◆ **Requirement**
Pictures in the records below are skipped; the rest is copied exactly.

** Opening Data shown block **

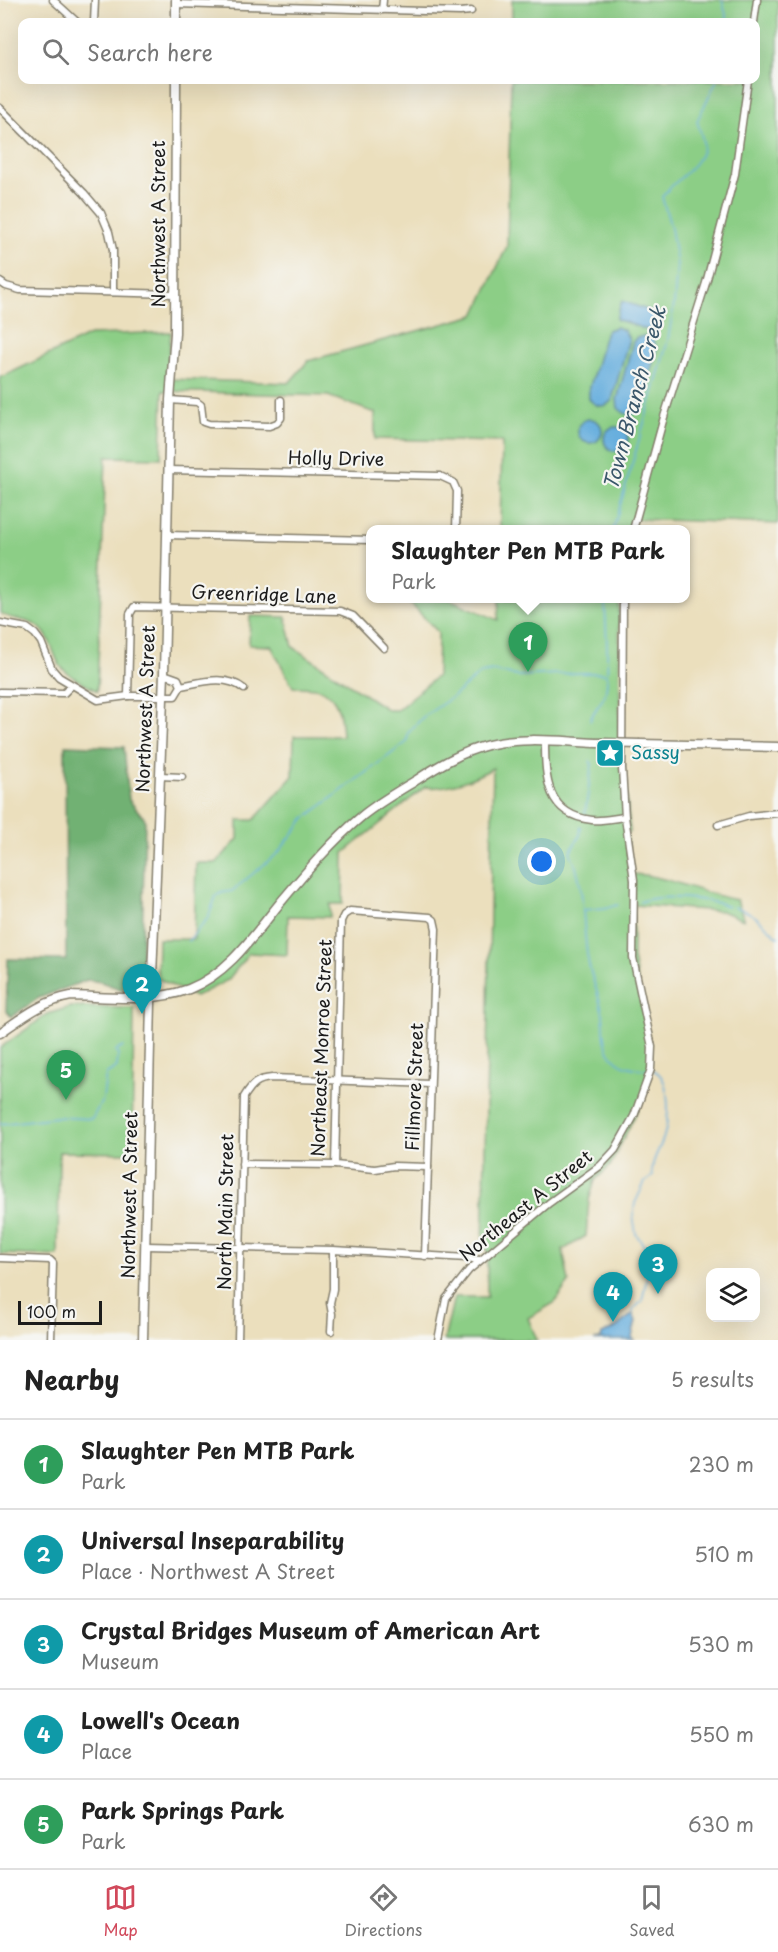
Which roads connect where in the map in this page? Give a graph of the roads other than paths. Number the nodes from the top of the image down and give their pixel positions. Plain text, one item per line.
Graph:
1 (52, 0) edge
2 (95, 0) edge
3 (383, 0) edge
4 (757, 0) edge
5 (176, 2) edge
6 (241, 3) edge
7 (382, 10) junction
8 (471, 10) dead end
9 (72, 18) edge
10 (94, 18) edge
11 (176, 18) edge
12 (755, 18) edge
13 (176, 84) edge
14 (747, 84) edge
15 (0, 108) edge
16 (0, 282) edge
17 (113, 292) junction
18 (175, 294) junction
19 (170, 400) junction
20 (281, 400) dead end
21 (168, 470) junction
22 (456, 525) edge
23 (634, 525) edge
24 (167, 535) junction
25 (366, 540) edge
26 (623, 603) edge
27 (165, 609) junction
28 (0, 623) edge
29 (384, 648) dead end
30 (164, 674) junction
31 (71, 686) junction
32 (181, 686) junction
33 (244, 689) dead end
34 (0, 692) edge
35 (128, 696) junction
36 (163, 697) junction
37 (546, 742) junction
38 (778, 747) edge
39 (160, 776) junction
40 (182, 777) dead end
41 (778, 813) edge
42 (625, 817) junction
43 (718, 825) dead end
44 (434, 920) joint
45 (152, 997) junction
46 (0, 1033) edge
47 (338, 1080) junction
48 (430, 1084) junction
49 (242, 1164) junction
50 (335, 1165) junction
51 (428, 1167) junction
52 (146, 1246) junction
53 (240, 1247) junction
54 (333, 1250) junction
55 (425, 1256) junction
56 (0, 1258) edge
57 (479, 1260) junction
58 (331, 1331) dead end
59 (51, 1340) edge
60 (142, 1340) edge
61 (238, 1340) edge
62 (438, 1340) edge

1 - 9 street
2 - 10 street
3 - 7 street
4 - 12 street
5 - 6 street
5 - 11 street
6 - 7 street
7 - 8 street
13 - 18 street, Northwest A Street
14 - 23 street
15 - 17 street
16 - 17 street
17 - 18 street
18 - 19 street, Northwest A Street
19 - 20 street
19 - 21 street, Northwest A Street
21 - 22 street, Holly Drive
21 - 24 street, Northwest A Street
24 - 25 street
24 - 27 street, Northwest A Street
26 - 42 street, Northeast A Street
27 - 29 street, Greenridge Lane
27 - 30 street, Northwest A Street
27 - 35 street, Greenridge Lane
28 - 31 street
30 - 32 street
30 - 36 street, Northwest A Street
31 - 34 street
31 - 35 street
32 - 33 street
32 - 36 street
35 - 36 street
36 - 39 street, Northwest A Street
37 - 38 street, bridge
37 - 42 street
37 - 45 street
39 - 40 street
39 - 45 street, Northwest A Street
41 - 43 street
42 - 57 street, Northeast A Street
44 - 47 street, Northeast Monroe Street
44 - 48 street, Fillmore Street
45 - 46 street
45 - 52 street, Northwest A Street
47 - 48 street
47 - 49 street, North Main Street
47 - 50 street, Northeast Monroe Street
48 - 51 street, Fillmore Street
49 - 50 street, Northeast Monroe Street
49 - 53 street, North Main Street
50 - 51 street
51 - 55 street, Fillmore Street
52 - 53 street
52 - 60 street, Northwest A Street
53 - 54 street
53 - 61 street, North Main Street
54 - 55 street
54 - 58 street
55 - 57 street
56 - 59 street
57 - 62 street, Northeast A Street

** Closing Data shown block **

◆ **Your response**
Which roads connect where in the map in this page? Give a graph of the roads other than paths. Number the nodes from the top of the image down and give their pixel positions. Plain text, one item per line.
Graph:
1 (52, 0) edge
2 (95, 0) edge
3 (383, 0) edge
4 (757, 0) edge
5 (176, 2) edge
6 (241, 3) edge
7 (382, 10) junction
8 (471, 10) dead end
9 (72, 18) edge
10 (94, 18) edge
11 (176, 18) edge
12 (755, 18) edge
13 (176, 84) edge
14 (747, 84) edge
15 (0, 108) edge
16 (0, 282) edge
17 (113, 292) junction
18 (175, 294) junction
19 (170, 400) junction
20 (281, 400) dead end
21 (168, 470) junction
22 (456, 525) edge
23 (634, 525) edge
24 (167, 535) junction
25 (366, 540) edge
26 (623, 603) edge
27 (165, 609) junction
28 (0, 623) edge
29 (384, 648) dead end
30 (164, 674) junction
31 (71, 686) junction
32 (181, 686) junction
33 (244, 689) dead end
34 (0, 692) edge
35 (128, 696) junction
36 (163, 697) junction
37 (546, 742) junction
38 (778, 747) edge
39 (160, 776) junction
40 (182, 777) dead end
41 (778, 813) edge
42 (625, 817) junction
43 (718, 825) dead end
44 (434, 920) joint
45 (152, 997) junction
46 (0, 1033) edge
47 (338, 1080) junction
48 (430, 1084) junction
49 (242, 1164) junction
50 (335, 1165) junction
51 (428, 1167) junction
52 (146, 1246) junction
53 (240, 1247) junction
54 (333, 1250) junction
55 (425, 1256) junction
56 (0, 1258) edge
57 (479, 1260) junction
58 (331, 1331) dead end
59 (51, 1340) edge
60 (142, 1340) edge
61 (238, 1340) edge
62 (438, 1340) edge

1 - 9 street
2 - 10 street
3 - 7 street
4 - 12 street
5 - 6 street
5 - 11 street
6 - 7 street
7 - 8 street
13 - 18 street, Northwest A Street
14 - 23 street
15 - 17 street
16 - 17 street
17 - 18 street
18 - 19 street, Northwest A Street
19 - 20 street
19 - 21 street, Northwest A Street
21 - 22 street, Holly Drive
21 - 24 street, Northwest A Street
24 - 25 street
24 - 27 street, Northwest A Street
26 - 42 street, Northeast A Street
27 - 29 street, Greenridge Lane
27 - 30 street, Northwest A Street
27 - 35 street, Greenridge Lane
28 - 31 street
30 - 32 street
30 - 36 street, Northwest A Street
31 - 34 street
31 - 35 street
32 - 33 street
32 - 36 street
35 - 36 street
36 - 39 street, Northwest A Street
37 - 38 street, bridge
37 - 42 street
37 - 45 street
39 - 40 street
39 - 45 street, Northwest A Street
41 - 43 street
42 - 57 street, Northeast A Street
44 - 47 street, Northeast Monroe Street
44 - 48 street, Fillmore Street
45 - 46 street
45 - 52 street, Northwest A Street
47 - 48 street
47 - 49 street, North Main Street
47 - 50 street, Northeast Monroe Street
48 - 51 street, Fillmore Street
49 - 50 street, Northeast Monroe Street
49 - 53 street, North Main Street
50 - 51 street
51 - 55 street, Fillmore Street
52 - 53 street
52 - 60 street, Northwest A Street
53 - 54 street
53 - 61 street, North Main Street
54 - 55 street
54 - 58 street
55 - 57 street
56 - 59 street
57 - 62 street, Northeast A Street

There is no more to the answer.